Ramchand – Situations and Syntactic Structures

Advanced Course in Syntax-Semantics

Situations and Syntactic Structures

Handout

 

Cartography tells us that there are robust crosslinguistic generalizations about the ordering of meaning elements in an extended functional projection (Cinque 1999).

Moodspeechact> Moodevid  > Modepist  >  T > Modcirc  > Asp > Voice > Cause > V

Moreover, at the bottom of every functional sequence, we find evidence for a  kind of substantive, conceptual, rich, yet flexible kind of  meaning, as denoted by open class items.

Evidence for this kind of layered meaning is pervasive and exceptionless crosslinguistically, yet it currently look `accidental’, `templatic’  from the point of view of our formal ontologies.
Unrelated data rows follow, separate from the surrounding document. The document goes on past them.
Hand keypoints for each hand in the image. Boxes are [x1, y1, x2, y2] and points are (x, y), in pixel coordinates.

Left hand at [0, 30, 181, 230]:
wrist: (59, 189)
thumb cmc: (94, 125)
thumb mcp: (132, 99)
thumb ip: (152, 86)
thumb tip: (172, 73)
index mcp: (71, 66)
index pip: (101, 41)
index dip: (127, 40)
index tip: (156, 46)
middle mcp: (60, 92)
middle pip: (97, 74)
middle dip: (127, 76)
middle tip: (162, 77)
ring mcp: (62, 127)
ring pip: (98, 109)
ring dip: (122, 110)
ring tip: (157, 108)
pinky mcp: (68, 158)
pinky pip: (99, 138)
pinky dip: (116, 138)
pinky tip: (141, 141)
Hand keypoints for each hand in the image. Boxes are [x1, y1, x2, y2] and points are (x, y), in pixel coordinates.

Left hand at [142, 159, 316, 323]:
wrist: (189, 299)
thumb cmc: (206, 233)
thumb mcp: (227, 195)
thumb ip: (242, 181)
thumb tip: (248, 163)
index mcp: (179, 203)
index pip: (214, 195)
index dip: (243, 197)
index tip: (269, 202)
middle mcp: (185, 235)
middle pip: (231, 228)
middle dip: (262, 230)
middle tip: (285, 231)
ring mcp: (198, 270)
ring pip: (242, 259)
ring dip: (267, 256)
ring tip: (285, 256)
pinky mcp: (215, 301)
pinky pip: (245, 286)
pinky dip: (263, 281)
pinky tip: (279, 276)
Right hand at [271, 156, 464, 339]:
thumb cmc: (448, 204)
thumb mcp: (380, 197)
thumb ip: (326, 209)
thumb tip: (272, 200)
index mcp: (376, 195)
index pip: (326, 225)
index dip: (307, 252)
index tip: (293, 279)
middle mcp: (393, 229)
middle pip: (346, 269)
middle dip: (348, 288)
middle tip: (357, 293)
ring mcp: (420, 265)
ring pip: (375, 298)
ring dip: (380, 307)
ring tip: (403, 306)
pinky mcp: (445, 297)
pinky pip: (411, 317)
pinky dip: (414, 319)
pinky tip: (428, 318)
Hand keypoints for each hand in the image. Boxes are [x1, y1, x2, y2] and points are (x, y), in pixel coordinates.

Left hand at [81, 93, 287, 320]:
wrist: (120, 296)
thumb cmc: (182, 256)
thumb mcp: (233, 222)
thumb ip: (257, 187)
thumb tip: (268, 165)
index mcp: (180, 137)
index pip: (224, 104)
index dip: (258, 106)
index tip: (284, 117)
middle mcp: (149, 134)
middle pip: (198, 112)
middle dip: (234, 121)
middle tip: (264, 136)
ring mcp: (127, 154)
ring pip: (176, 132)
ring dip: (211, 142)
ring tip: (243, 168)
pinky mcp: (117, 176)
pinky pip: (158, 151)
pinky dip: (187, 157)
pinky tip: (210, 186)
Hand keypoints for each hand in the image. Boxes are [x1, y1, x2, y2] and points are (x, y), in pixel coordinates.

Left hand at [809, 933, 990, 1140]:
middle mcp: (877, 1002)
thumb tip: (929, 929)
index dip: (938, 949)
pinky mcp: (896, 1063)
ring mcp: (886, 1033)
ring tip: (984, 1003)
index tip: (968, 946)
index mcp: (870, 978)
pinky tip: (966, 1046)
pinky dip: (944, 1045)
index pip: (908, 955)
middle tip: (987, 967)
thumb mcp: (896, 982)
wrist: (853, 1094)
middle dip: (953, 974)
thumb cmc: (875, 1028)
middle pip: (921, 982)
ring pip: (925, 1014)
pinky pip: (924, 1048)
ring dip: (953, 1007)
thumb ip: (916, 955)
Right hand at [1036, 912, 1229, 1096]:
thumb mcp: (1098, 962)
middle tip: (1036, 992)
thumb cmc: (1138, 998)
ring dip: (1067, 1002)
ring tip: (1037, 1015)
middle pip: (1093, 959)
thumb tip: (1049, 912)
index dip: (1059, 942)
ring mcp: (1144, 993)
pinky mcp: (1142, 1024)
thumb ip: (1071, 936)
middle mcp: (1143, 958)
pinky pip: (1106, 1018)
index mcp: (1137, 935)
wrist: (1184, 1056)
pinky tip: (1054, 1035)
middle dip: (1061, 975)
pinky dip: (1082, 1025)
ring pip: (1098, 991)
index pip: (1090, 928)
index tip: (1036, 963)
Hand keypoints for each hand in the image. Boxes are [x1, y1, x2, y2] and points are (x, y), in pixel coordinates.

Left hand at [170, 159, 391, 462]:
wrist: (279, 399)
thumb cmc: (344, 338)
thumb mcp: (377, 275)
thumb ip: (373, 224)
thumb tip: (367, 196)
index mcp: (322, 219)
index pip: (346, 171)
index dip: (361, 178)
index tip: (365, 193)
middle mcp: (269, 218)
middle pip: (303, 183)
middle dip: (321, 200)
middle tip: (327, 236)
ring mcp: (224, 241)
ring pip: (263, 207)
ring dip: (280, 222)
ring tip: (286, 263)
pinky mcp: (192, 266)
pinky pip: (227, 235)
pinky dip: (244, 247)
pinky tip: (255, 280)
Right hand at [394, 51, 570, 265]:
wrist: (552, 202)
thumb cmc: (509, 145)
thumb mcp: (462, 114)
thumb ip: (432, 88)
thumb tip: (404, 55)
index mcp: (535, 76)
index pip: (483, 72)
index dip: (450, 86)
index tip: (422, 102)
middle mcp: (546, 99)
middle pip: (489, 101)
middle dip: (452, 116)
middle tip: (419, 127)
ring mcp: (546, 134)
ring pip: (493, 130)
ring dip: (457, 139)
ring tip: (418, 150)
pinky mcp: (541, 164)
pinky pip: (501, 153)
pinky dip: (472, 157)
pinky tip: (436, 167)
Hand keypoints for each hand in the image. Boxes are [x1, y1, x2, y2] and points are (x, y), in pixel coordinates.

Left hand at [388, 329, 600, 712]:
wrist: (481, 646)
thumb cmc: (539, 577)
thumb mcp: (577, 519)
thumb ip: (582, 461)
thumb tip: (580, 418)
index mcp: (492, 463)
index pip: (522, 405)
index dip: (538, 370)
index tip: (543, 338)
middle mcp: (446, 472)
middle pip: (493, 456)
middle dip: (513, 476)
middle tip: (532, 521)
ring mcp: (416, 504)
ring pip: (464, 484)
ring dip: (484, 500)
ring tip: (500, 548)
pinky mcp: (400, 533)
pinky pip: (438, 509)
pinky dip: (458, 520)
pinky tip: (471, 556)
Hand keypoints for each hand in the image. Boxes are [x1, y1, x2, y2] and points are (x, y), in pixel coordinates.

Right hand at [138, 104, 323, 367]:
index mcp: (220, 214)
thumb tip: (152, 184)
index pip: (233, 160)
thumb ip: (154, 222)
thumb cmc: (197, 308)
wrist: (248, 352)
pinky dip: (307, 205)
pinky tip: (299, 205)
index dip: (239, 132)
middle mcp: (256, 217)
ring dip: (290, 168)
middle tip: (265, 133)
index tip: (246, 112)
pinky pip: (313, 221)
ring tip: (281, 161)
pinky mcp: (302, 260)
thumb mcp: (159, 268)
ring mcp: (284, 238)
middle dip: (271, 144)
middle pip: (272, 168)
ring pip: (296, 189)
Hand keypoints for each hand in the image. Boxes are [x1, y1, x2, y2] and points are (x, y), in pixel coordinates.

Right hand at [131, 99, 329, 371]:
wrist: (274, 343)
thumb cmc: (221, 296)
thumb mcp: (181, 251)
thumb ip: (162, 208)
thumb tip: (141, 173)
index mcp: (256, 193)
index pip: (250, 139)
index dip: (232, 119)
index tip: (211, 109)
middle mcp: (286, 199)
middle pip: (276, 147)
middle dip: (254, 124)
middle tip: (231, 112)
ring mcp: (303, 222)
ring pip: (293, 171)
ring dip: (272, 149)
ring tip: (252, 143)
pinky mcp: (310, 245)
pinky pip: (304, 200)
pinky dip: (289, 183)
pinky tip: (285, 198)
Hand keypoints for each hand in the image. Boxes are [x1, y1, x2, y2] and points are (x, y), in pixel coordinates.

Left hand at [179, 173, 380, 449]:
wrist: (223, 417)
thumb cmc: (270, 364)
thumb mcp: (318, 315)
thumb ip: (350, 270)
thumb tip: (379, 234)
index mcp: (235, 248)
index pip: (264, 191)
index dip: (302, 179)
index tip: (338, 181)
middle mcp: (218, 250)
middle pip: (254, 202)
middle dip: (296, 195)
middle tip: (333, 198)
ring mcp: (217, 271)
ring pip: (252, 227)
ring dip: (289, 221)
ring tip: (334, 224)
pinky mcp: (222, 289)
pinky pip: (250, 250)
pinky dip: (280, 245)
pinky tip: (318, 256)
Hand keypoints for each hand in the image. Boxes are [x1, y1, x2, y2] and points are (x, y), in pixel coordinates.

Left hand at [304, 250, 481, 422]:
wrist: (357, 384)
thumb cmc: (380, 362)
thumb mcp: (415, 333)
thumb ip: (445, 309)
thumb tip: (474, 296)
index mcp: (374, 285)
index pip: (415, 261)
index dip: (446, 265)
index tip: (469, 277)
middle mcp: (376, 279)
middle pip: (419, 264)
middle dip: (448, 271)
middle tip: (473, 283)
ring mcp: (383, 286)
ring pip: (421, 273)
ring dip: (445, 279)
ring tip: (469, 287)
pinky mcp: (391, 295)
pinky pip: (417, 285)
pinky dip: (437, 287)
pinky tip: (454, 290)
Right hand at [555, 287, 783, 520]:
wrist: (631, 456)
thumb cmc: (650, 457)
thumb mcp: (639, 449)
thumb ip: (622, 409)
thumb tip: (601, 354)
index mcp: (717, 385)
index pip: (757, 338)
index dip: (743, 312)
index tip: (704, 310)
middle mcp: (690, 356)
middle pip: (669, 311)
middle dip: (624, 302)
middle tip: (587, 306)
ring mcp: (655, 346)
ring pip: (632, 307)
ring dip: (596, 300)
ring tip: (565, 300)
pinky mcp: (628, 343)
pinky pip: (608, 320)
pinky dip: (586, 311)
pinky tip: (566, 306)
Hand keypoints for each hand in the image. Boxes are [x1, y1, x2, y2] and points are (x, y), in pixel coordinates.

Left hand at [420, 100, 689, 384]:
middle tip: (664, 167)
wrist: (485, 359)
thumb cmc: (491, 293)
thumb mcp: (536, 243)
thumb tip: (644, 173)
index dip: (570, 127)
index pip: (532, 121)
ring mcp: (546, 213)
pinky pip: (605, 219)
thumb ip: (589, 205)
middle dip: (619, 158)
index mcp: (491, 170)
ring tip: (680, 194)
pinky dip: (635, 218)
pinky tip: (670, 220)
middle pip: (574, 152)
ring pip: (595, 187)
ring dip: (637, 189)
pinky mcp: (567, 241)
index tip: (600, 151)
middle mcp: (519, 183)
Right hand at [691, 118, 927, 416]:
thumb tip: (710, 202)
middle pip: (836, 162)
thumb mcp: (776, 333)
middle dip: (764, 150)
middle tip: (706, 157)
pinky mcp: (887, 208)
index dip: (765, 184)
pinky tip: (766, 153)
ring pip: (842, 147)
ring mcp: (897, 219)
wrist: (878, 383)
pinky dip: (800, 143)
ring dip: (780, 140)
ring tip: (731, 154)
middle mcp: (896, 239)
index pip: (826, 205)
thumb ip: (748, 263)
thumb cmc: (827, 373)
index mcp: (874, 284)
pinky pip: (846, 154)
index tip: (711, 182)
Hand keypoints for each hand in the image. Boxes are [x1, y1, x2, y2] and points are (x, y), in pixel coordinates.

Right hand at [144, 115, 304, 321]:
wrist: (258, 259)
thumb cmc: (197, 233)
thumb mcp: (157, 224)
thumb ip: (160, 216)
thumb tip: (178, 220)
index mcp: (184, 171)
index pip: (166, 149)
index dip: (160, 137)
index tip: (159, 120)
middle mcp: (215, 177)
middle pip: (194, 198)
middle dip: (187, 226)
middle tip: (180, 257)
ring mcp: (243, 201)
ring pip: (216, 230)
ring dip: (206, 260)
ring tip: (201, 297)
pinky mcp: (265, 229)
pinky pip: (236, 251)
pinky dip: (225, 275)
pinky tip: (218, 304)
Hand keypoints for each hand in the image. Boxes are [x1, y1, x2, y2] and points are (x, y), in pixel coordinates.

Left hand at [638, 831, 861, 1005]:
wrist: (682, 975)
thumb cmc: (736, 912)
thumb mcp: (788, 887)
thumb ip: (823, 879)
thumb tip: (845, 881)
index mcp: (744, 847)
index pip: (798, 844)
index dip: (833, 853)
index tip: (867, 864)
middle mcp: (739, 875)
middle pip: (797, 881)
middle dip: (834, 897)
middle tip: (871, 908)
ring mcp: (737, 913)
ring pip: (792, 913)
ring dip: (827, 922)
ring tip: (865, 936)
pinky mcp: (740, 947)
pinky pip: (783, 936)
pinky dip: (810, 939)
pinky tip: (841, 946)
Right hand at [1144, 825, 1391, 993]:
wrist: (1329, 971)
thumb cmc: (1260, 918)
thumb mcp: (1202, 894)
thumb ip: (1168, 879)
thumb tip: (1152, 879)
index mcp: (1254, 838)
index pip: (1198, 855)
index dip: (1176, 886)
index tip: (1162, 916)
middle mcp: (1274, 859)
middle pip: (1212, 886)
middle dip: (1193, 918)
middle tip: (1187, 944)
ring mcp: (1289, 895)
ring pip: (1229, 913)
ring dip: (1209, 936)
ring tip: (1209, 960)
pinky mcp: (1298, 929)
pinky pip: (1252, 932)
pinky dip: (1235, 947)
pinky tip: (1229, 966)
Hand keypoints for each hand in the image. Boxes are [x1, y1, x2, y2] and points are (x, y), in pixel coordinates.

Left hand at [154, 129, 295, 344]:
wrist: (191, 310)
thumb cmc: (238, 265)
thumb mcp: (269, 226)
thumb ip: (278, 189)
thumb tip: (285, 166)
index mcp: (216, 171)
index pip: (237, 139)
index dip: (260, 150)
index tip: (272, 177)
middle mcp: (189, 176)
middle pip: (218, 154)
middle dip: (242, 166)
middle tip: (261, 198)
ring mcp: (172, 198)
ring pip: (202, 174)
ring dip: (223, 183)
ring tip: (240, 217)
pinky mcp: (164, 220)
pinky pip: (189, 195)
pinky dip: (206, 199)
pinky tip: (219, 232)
Even those who are uncomfortable with the universalist claims coupled with fine grained `cartography’ , nevertheless subscribe to the C > T > V template of extended verbal projections and language specific rigid ordering (see also Ramchand and Svenonius 2014).

The question is who should bear the burden of explanation for these generalizations? On the one hand, Syntacticians describe, and then stipulate the labels in their hierarchic structures.  Any such generalizations are either primitive or will eventually be explained by their semantics colleagues. But on the other hand, Formal semantics has not traditionally cared about the evidence for semantic layering that comes from morphosyntax or cartography.  Compositional semantics can be made to track the syntax, but does not attempt to explain it either.

In this course, I propose a new theory of meaning composition that tracks cartographic generalizations more organically. The empirical ground comes from the ordering of auxiliary elements in English. Each day we take a new auxiliary construction and summarize the semantic and syntactic generalizations known about it, before fitting   it in to the proposed syn-sem framework.

Day 1: Introduction: Motivation and Formal Underpinnings

Day 2: The Progressive

Day 3: The Passive and the Perfect

Day 4: The Perfect and Circumstantial modality

Day 5: Epistemic modality.

 

Reading:

Ramchand, Gillian. 2018. Situations and Syntactic Structures. LI Monograph Series no. 76. Cambridge, MA: MIT Press.